### [ACTIVITY]
Match the string "bridge" against each line below, and copy every line that matches.

Stored items
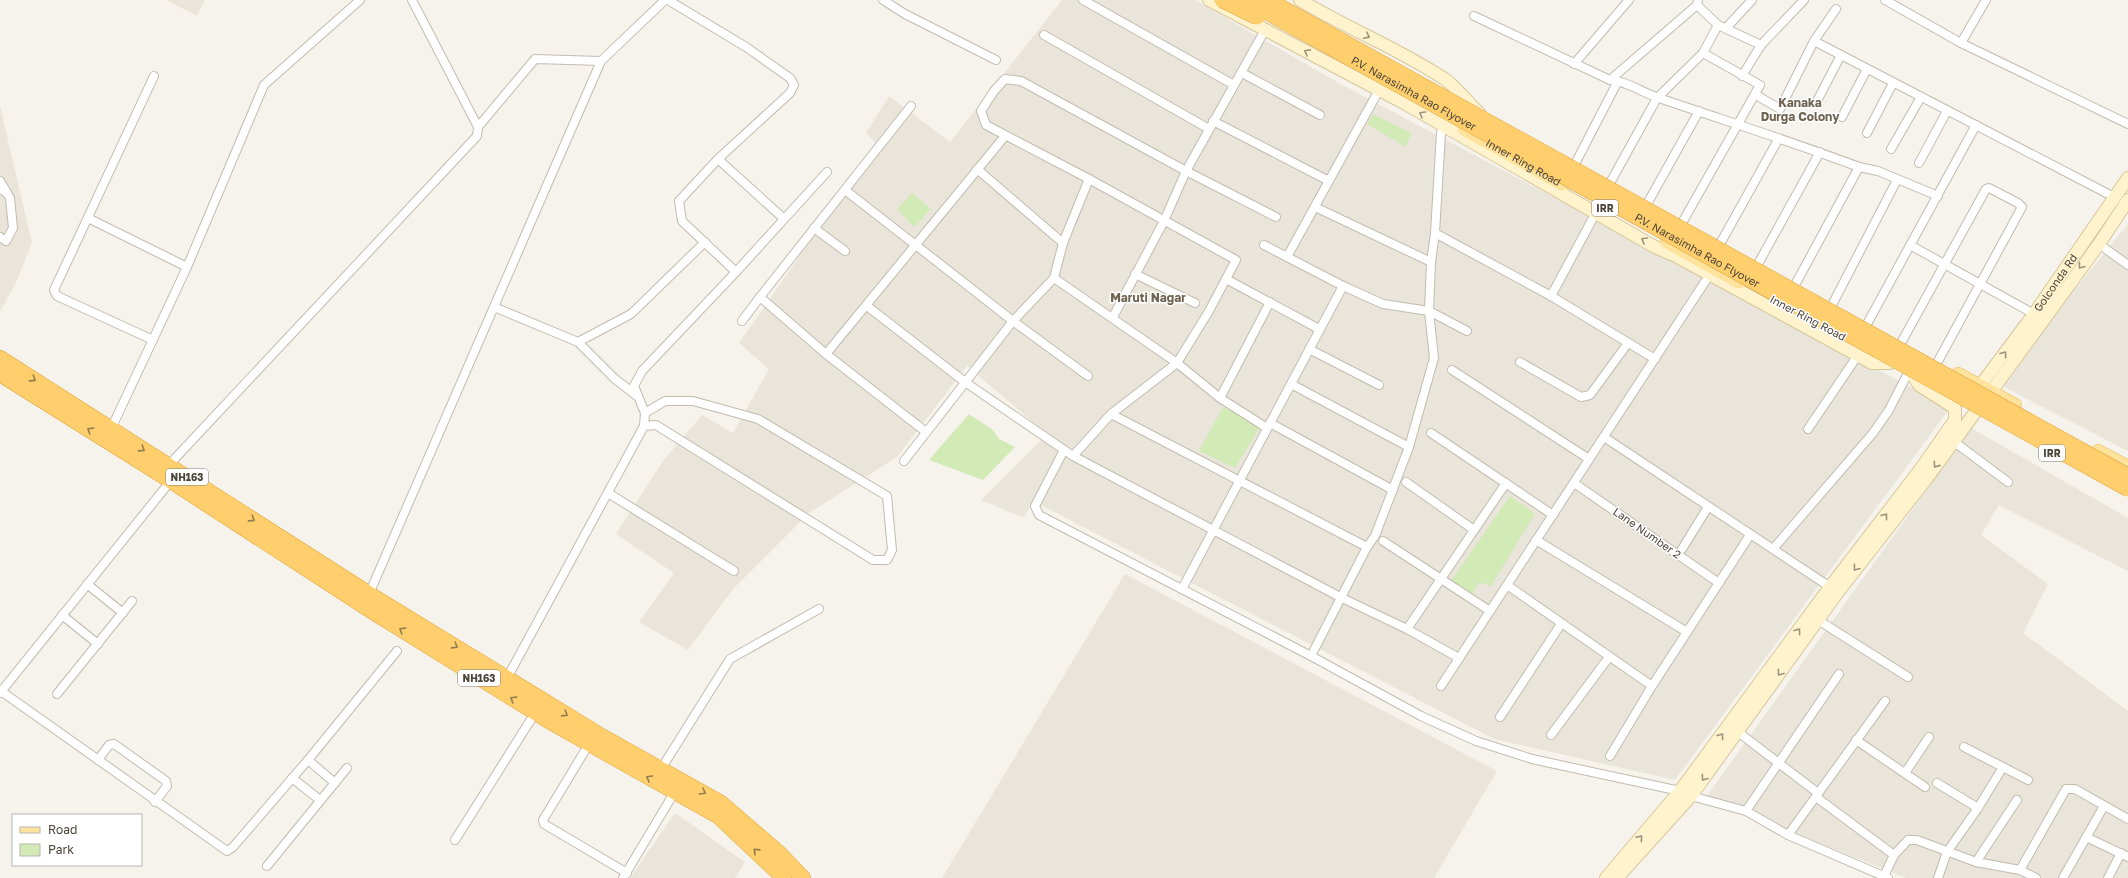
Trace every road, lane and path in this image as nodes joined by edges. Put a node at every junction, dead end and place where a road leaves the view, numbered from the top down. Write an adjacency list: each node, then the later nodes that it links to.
1 (360, 0): 109 (street)
2 (412, 0): 58 (street)
3 (665, 0): 33 (street)
4 (668, 0): 65 (street)
5 (882, 0): 32 (street)
6 (1083, 0): 42 (street)
7 (1210, 0): 25 (street)
8 (1222, 0): 40 (highway, bridge)
9 (1237, 0): 54 (main road, Inner Ring Road / IRR)
10 (1245, 0): 40 (highway, P.V. Narasimha Rao Flyover, bridge)
11 (1268, 0): 40 (highway, P.V. Narasimha Rao Flyover, bridge)
12 (1276, 0): 23 (main road, Inner Ring Road / IRR)
13 (1285, 0): 40 (highway, one-way to 40, bridge)
14 (1300, 0): 23 (street)
15 (1629, 0): 34 (street)
16 (1752, 0): 24 (street)
17 (1804, 0): 29 (street)
18 (1885, 0): 28 (street)
19 (1984, 1): 28 (street)
20 (1698, 2): 24 (street); 39 (street)
21 (1836, 9): 27 (street)
22 (1474, 16): 34 (street)
23 (1329, 24): 66 (main road, Inner Ring Road / IRR)
24 (1722, 26): 29 (street); 30 (street)
25 (1265, 30): 36 (street); 43 (street, one-way to 25)
26 (1044, 35): 59 (street)
27 (1814, 41): 31 (street); 44 (street)
28 (1961, 43): 56 (street)
29 (1761, 45): 38 (street)
30 (1703, 53): 38 (street); 46 (street)
31 (1841, 55): 35 (street); 47 (street)
32 (996, 60)
33 (601, 61): 58 (street); 124 (street)
34 (1574, 64): 39 (street)
35 (1867, 69): 41 (street); 52 (street)
36 (1242, 72): 42 (street); 51 (street)
37 (154, 76): 89 (street)
38 (1742, 76): 44 (street)
39 (1614, 80): 46 (street); 66 (street)
40 (1408, 83): 174 (highway, P.V. Narasimha Rao Flyover, bridge); 181 (highway, P.V. Narasimha Rao Flyover, bridge)
41 (1893, 83): 45 (street); 60 (street)
42 (1234, 85): 53 (street)
43 (1379, 90): 54 (street, one-way to 43); 77 (street)
44 (1756, 95): 55 (street)
45 (1921, 97): 50 (street); 63 (street)
46 (1657, 98): 49 (street); 78 (street)
47 (1817, 101)
48 (911, 106): 79 (street)
49 (1699, 111): 55 (street); 85 (street)
50 (1947, 111): 57 (street); 67 (street)
51 (1320, 115)
52 (1842, 117)
53 (1213, 121): 59 (street); 77 (street)
54 (1444, 121): 81 (main road, Inner Ring Road / IRR); 87 (street); 94 (street)
55 (1739, 124): 62 (street); 92 (street)
56 (2128, 124)
57 (1976, 125): 82 (street); 83 (street)
58 (478, 127): 175 (street)
59 (1209, 129): 70 (street)
60 (1868, 133)
61 (1005, 136): 69 (street); 70 (street); 74 (street)
62 (1779, 138): 64 (street); 98 (street)
63 (1891, 149)
64 (1820, 152): 68 (street); 107 (street)
65 (718, 159): 90 (street); 96 (street)
66 (1575, 164): 72 (main road, Inner Ring Road / IRR)
67 (1919, 164)
68 (1859, 167): 75 (street); 116 (street)
69 (977, 169): 97 (street); 100 (street)
70 (1186, 171): 88 (street); 91 (street)
71 (827, 172): 90 (street)
72 (1594, 175): 78 (main road, Inner Ring Road / IRR); 81 (main road)
73 (2128, 178): 83 (street, Golconda Rd)
74 (1089, 179): 91 (street); 97 (street)
75 (1897, 180): 82 (street); 122 (street)
76 (0, 181): 80 (street)
77 (1329, 181): 86 (street)
78 (1610, 183): 85 (main road, Inner Ring Road / IRR)
79 (846, 190): 93 (street); 100 (street)
80 (3, 191): 95 (street)
81 (1583, 196): 87 (main road, Inner Ring Road / IRR)
82 (1938, 196): 102 (street)
83 (2114, 197): 126 (street, Golconda Rd)
84 (2128, 200): 99 (street, Golconda Rd)
85 (1647, 204): 92 (main road, Inner Ring Road / IRR)
86 (1315, 207): 104 (street); 105 (street)
87 (1598, 209): 111 (main road, Inner Ring Road / IRR, one-way to 87); 118 (street)
88 (1276, 217)
89 (88, 218): 109 (street); 133 (street)
90 (783, 218): 110 (street)
91 (1164, 221): 112 (street); 114 (street)
92 (1682, 223): 98 (main road, Inner Ring Road / IRR)
93 (814, 228): 103 (street); 119 (street)
94 (1435, 234): 105 (street); 118 (street)
95 (0, 237)
96 (705, 242): 110 (street); 134 (street)
97 (1063, 243): 113 (street)
98 (1720, 244): 107 (main road, Inner Ring Road / IRR)
99 (2099, 244): 108 (street); 153 (street, Golconda Rd, one-way to 153)
100 (916, 245): 123 (street); 129 (street)
101 (1264, 245): 104 (street)
102 (1910, 245): 106 (street); 130 (street)
103 (845, 251)
104 (1287, 257): 117 (street)
105 (1431, 262): 125 (street)
106 (1944, 263): 115 (street); 115 (street); 136 (street)
107 (1758, 264): 116 (main road, Inner Ring Road / IRR)
108 (2128, 265)
109 (187, 266): 133 (street)
110 (736, 272): 154 (street)
111 (1712, 272): 139 (street); 141 (street); 144 (main road, Inner Ring Road / IRR)
112 (1135, 274): 121 (street); 127 (street)
113 (1054, 278): 127 (street); 129 (street)
114 (1226, 279): 120 (street); 143 (street)
115 (1980, 283): 126 (street); 145 (street)
116 (1795, 285): 122 (main road, Inner Ring Road / IRR)
117 (1343, 286): 125 (street); 131 (street)
118 (1552, 296): 135 (street)
119 (760, 297): 128 (street); 138 (street)
120 (1270, 302): 131 (street); 155 (street)
121 (1195, 303)
122 (1832, 305): 130 (main road, Inner Ring Road / IRR)
123 (867, 306): 138 (street); 150 (street)
124 (494, 307): 134 (street); 202 (street)
125 (1429, 311): 132 (street); 168 (street)
126 (2034, 314): 153 (street, Golconda Rd, one-way to 126)
127 (1113, 318): 143 (street)
128 (742, 321)
129 (1013, 322): 149 (street); 150 (street)
130 (1867, 324): 136 (main road, Inner Ring Road / IRR)
131 (1319, 329): 137 (street)
132 (1467, 331)
133 (153, 340): 161 (street)
134 (578, 342): 154 (street)
135 (1628, 343): 141 (street); 142 (street)
136 (1901, 343): 145 (main road, Inner Ring Road / IRR)
137 (1309, 349): 151 (street); 152 (street)
138 (826, 354): 163 (street)
139 (1858, 355): 144 (street); 162 (street)
140 (0, 358): 161 (highway, NH163, one-way to 161)
141 (1655, 359): 166 (street)
142 (1520, 362)
143 (1177, 363): 155 (street); 158 (street)
144 (1890, 363): 148 (main road, Inner Ring Road / IRR)
145 (1937, 363): 153 (main road, Inner Ring Road / IRR)
146 (1452, 370): 172 (street)
147 (0, 374): 175 (highway, NH163, one-way to 147)
148 (1911, 374): 156 (main road, Inner Ring Road / IRR); 194 (street); 200 (street, one-way to 148)
149 (1088, 376)
150 (966, 382): 163 (street); 169 (street)
151 (1291, 384): 159 (street); 168 (street)
152 (1379, 385)
153 (1986, 389): 165 (main road, Inner Ring Road / IRR)
154 (637, 396): 157 (street)
155 (1220, 398): 159 (street)
156 (1976, 411): 167 (street); 171 (main road, Inner Ring Road / IRR)
157 (645, 413): 160 (street); 160 (street)
158 (1112, 414): 170 (street); 176 (street)
159 (1268, 425): 176 (street); 182 (street)
160 (644, 426): 183 (street)
161 (111, 429): 175 (highway, NH163, one-way to 175)
162 (1808, 429)
163 (926, 432): 173 (street)
164 (1430, 433): 178 (street)
165 (2068, 435): 171 (main road); 174 (main road, IRR)
166 (1604, 437): 172 (street); 185 (street)
167 (1953, 441): 179 (street); 209 (street, one-way to 209)
168 (1409, 447): 182 (street)
169 (1064, 450): 170 (street); 201 (street)
170 (1073, 456): 187 (street)
171 (2057, 456): 184 (main road, Inner Ring Road / IRR)
172 (1589, 459): 180 (street)
173 (904, 461)
174 (2128, 469)
175 (170, 473): 198 (street); 202 (highway, NH163, one-way to 202); 226 (highway, NH163, one-way to 175)
176 (1240, 480): 187 (street); 192 (street)
177 (1406, 482): 188 (street)
178 (1506, 482): 186 (street); 188 (street)
179 (2008, 482)
180 (1574, 483): 186 (street); 197 (street, Lane Number 2)
181 (2128, 489)
182 (1393, 490): 192 (street)
183 (608, 493): 195 (street); 219 (street)
184 (2128, 495)
185 (1708, 507): 189 (street); 193 (street)
186 (1553, 515): 190 (street)
187 (1213, 529): 201 (street); 203 (street)
188 (1474, 530): 196 (street)
189 (1750, 535): 194 (street); 197 (street)
190 (1536, 540): 199 (street); 212 (street)
191 (1383, 541): 196 (street)
192 (1367, 547): 203 (street)
193 (1682, 549)
194 (1773, 549): 200 (street)
195 (734, 571)
196 (1441, 579): 206 (street); 211 (street)
197 (1719, 583): 212 (street)
198 (88, 584): 207 (street); 208 (street)
199 (1507, 585): 206 (street); 210 (street)
200 (1830, 587): 247 (street, one-way to 200)
201 (1182, 589): 215 (street)
202 (369, 594): 219 (highway, NH163, one-way to 219)
203 (1342, 598): 211 (street); 215 (street)
204 (132, 602): 207 (street)
205 (819, 609): 240 (street)
206 (1490, 611): 216 (street)
207 (123, 614): 213 (street)
208 (62, 615): 213 (street); 223 (street)
209 (1818, 620): 220 (street); 228 (street, one-way to 228)
210 (1561, 624): 217 (street); 227 (street)
211 (1407, 629): 216 (street)
212 (1687, 632): 222 (street)
213 (98, 644): 224 (street)
214 (397, 651): 236 (street)
215 (1311, 656): 247 (street)
216 (1459, 658): 221 (street)
217 (1610, 658): 222 (street); 229 (street)
218 (1839, 674): 237 (street)
219 (507, 678): 240 (highway, NH163, one-way to 240)
220 (1908, 678)
221 (1441, 686)
222 (1652, 686): 234 (street)
223 (0, 692): 235 (street)
224 (57, 694)
225 (1884, 701): 231 (street)
226 (536, 713): 232 (highway, NH163); 260 (street)
227 (1500, 717)
228 (1738, 732): 237 (street); 250 (street, one-way to 250)
229 (1551, 735)
230 (1929, 737): 241 (street)
231 (1856, 740): 241 (street); 249 (street)
232 (589, 744): 248 (highway, NH163, one-way to 232); 267 (street)
233 (1964, 747): 238 (street)
234 (1610, 756)
235 (98, 760): 253 (street); 253 (street)
236 (308, 760): 242 (street); 244 (street)
237 (1778, 762): 249 (street); 256 (street)
238 (2003, 767): 243 (street); 255 (street)
239 (347, 768): 244 (street)
240 (660, 769): 270 (highway, NH163, one-way to 270)
241 (1904, 773): 246 (street)
242 (292, 778): 251 (street); 253 (street)
243 (2028, 780)
244 (335, 783): 251 (street)
245 (1937, 783): 255 (street)
246 (1925, 787)
247 (1680, 791): 250 (street); 271 (street, one-way to 247)
248 (674, 793): 267 (street); 269 (highway, NH163, one-way to 248)
249 (1817, 795): 258 (street); 262 (street)
250 (1691, 796): 256 (street); 272 (street)
251 (320, 800): 265 (street)
252 (2017, 800): 264 (street)
253 (156, 802)
254 (2104, 806): 257 (street); 259 (street); 266 (street)
255 (1978, 808): 261 (street)
256 (1746, 810): 258 (street)
257 (2128, 819)
258 (1788, 835): 268 (street)
259 (2086, 837): 263 (street); 275 (street)
260 (455, 840)
261 (1947, 852): 262 (street); 264 (street); 273 (street)
262 (1894, 855): 268 (street)
263 (2124, 855): 276 (street)
264 (1976, 862): 266 (street)
265 (267, 866)
266 (2020, 870): 274 (street)
267 (625, 875)
268 (1886, 877)
269 (784, 878)
270 (803, 878)
271 (1606, 878)
272 (1617, 878)
273 (1938, 878)
274 (2036, 878)
275 (2063, 878)
276 (2108, 878)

### [THE COMPLETED TASK]
8 (1222, 0): 40 (highway, bridge)
10 (1245, 0): 40 (highway, P.V. Narasimha Rao Flyover, bridge)
11 (1268, 0): 40 (highway, P.V. Narasimha Rao Flyover, bridge)
13 (1285, 0): 40 (highway, one-way to 40, bridge)
40 (1408, 83): 174 (highway, P.V. Narasimha Rao Flyover, bridge); 181 (highway, P.V. Narasimha Rao Flyover, bridge)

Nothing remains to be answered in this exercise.